1. Lulitanond, V. Culture shock and moral panic. An analysis of three mainstream Australian newspapers' response to the Bali bombings in October 2002 and the arrest of smiling Amrozi on November 2002.

Degree: 2004, University of Tasmania

On the night of 12 October 2002, two bombs exploded in Bali, killing more than 200 people. The first bomb exploded in Paddy's bar, a well known Irish pub in Kuta and was followed by a bigger explosion less than a minute later at the Sari Club. Both were popular venues for Australian tourists. 88 Australians were killed and 196 were injured. The 'Bali bombing', as it came to be known in the media, became a tragedy for all Australians.
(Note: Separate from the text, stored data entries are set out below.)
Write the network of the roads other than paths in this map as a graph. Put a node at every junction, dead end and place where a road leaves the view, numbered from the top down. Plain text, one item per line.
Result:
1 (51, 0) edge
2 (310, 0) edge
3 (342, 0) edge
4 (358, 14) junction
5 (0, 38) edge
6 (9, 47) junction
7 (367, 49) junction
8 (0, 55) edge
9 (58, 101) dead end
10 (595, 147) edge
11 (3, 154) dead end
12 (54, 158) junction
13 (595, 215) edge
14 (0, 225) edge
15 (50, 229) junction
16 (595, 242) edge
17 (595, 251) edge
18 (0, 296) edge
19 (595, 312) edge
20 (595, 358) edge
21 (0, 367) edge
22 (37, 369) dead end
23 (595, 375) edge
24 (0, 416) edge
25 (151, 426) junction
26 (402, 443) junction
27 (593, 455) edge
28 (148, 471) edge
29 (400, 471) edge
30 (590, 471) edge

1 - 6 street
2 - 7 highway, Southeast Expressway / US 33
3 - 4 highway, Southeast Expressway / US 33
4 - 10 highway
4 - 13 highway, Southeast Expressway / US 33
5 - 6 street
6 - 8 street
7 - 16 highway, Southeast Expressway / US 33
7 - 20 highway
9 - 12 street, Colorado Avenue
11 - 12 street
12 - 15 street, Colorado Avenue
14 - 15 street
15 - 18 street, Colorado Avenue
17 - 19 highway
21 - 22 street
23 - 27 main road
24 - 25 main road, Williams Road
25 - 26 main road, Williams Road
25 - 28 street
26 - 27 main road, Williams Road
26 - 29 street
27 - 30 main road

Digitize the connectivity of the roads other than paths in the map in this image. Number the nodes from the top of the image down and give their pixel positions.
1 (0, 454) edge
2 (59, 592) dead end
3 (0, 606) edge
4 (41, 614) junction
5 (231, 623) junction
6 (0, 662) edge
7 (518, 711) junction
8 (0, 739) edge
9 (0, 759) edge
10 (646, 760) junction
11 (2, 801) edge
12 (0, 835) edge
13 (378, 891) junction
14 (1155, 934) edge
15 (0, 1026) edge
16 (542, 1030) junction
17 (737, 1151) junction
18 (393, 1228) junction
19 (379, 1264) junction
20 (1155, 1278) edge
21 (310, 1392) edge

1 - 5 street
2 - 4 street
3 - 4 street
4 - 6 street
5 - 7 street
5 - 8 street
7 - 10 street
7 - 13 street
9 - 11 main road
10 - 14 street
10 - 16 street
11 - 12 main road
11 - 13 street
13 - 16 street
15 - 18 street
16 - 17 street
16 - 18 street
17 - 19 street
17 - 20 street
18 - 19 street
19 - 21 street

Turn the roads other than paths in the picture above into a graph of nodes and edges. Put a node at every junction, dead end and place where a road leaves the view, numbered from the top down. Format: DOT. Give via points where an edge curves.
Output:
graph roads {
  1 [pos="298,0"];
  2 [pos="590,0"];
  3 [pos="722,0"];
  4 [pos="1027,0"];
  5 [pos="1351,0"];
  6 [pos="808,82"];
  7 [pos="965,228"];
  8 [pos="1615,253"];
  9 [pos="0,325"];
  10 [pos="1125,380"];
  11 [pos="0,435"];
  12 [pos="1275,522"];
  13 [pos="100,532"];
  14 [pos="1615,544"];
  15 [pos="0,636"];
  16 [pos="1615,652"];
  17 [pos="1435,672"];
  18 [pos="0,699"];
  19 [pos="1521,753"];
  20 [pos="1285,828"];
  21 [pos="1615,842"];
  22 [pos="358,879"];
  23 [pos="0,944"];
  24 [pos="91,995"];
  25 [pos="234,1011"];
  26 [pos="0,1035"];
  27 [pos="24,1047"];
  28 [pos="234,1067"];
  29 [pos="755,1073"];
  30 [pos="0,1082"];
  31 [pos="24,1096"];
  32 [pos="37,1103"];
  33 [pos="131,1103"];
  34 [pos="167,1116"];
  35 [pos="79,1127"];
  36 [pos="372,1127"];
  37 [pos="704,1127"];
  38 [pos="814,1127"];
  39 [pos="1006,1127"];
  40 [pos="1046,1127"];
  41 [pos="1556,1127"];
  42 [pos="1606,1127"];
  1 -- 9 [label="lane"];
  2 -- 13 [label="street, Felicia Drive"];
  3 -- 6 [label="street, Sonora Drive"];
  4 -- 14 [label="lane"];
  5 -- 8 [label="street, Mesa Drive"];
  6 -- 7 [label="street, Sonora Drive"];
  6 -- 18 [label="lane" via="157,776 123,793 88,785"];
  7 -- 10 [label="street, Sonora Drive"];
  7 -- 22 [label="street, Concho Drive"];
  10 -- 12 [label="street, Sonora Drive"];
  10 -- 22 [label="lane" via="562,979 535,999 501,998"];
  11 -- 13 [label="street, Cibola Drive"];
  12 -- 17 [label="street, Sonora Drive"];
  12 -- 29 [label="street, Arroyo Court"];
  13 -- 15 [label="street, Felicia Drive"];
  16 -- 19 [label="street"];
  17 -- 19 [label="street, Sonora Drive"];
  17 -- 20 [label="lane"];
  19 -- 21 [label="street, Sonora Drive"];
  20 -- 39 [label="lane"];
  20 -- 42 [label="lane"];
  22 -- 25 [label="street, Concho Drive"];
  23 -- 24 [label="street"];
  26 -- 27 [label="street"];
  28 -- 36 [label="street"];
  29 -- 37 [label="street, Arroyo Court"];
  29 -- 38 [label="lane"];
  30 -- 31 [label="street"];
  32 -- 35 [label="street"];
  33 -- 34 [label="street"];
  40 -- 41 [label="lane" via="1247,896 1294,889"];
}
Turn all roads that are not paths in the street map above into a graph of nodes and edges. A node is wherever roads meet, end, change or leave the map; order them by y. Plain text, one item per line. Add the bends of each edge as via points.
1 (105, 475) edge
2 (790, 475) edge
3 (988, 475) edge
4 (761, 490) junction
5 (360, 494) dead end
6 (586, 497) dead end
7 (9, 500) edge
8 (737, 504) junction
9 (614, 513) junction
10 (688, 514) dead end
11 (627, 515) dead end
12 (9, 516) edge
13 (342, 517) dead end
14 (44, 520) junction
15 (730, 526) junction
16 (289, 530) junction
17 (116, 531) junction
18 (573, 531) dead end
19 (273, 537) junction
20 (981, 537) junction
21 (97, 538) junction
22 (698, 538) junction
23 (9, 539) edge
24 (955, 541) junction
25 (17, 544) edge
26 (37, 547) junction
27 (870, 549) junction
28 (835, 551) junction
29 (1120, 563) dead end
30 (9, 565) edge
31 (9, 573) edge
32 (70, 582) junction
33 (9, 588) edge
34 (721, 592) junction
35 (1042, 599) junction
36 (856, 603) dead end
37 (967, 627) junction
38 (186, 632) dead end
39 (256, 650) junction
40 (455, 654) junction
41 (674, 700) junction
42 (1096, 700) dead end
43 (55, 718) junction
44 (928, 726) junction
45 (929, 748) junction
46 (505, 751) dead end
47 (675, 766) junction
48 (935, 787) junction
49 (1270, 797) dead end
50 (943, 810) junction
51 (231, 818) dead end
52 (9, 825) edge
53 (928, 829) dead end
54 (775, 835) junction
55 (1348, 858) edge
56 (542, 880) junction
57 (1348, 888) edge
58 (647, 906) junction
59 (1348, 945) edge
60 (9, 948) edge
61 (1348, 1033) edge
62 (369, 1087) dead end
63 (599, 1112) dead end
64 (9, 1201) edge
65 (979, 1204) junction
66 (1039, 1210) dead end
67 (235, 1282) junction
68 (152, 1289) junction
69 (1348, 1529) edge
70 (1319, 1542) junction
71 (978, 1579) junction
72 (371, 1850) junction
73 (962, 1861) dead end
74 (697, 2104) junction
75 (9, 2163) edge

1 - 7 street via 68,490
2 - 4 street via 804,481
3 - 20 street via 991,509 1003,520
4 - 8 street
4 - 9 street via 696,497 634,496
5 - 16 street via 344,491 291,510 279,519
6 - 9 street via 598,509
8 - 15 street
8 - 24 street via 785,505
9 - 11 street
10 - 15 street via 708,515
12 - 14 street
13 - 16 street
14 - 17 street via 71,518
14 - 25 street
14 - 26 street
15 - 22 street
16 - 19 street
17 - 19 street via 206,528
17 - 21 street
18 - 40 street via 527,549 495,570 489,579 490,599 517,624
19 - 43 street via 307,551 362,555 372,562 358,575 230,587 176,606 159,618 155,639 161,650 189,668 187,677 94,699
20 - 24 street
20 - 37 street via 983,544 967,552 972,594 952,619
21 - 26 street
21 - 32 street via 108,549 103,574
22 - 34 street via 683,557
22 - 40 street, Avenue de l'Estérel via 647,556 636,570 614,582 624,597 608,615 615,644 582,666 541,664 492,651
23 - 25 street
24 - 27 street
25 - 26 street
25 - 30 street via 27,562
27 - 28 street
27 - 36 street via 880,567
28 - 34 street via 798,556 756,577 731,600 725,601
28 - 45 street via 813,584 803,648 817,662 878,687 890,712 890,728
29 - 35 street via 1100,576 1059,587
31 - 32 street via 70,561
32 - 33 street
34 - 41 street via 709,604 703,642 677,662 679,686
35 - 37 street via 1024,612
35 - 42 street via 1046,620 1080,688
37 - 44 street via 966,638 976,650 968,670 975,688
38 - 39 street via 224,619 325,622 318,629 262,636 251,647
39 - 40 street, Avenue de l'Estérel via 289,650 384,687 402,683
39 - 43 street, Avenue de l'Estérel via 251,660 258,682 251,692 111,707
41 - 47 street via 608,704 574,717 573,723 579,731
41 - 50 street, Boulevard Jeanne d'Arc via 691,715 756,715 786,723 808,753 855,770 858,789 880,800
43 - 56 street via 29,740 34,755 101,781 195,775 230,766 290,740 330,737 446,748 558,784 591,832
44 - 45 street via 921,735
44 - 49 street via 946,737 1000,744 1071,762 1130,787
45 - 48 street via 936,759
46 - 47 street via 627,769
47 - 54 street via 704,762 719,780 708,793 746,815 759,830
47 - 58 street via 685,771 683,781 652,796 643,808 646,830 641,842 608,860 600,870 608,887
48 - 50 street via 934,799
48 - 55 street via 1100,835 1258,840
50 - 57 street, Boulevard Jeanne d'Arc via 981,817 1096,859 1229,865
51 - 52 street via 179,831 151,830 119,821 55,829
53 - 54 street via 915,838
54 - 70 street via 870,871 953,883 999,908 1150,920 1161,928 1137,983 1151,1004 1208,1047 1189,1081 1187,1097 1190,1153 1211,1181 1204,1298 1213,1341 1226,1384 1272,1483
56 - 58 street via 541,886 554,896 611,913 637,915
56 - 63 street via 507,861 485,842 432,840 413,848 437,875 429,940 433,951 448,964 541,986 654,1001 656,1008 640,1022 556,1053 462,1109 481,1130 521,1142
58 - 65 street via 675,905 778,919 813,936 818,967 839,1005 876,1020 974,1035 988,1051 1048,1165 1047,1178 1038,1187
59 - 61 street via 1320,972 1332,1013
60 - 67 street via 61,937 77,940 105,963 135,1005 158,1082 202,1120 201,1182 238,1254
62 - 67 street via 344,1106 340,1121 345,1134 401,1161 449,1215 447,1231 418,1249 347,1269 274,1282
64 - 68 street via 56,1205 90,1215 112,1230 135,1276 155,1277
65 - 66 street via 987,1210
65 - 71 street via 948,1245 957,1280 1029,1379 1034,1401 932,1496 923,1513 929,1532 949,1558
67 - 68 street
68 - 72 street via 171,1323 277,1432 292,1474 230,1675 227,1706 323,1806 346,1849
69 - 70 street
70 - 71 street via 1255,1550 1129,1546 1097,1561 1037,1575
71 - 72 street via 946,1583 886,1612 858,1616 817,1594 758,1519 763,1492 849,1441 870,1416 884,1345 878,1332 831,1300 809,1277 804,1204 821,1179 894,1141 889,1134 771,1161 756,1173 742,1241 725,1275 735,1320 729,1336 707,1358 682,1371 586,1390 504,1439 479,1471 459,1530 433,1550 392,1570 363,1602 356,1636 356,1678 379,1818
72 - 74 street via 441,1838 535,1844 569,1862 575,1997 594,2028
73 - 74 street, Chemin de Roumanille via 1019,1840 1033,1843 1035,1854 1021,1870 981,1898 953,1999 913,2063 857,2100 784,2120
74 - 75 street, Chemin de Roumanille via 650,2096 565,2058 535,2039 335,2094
The Australian media reported this tragedy by covering the stories of victims, the investigation into the bombing, political negotiations between the Indonesian and Australian governments and the capture of some of those allegedly responsible, including the man dubbed 'smiling Amrozi' by the media. This thesis will examine the way three mainstream Australian newspapers reported on the Bali bombing. The three publications, The Australian, The Sydney Morning Herald and The Australian Financial Review were chosen. The analysis will concentrate on the first seven days of coverage of the Bali bombing and the first four days of coverage after the interrogation of Amrozi. This thesis will focus on five different topics: Australian pain, 'Australia owns Bali', Indonesian pain, 'smiling Amrozi' and the way the three selected Australian newspapers reported on Islam. The coverage of the Bali bombing during the first week after the blast emphasised Australian pain and devastation. The press concentrated on the idea that the Bali bombing was an Australian tragedy and implied a sense of ownership over Bali. Bali had been one of Australia's most popular tourist destinations for decades, and after the event, the press reported that 'Terror hits home', and that Australians had lost their paradise. The focus of reporting was on the Australians affected and little room was left for the Indonesians who, especially the Balinese, also lost people in the bombing. The bombing was an economic disaster for the Balinese who lost a large part of their tourist industry, Bali's main income. The coverage, particularly the reporting of the arrest of Amrozi and his reaction, revealed a cultural divide between Australia and Indonesia. Amrozi' s smiling created confusion and anger throughout the Australian community. Confusion also occurred during the reporting of the Bali bombing, with some members of the Australian Muslim community being mistreated by Australians who wrongly believed that Islam has an inherent connection to terrorism.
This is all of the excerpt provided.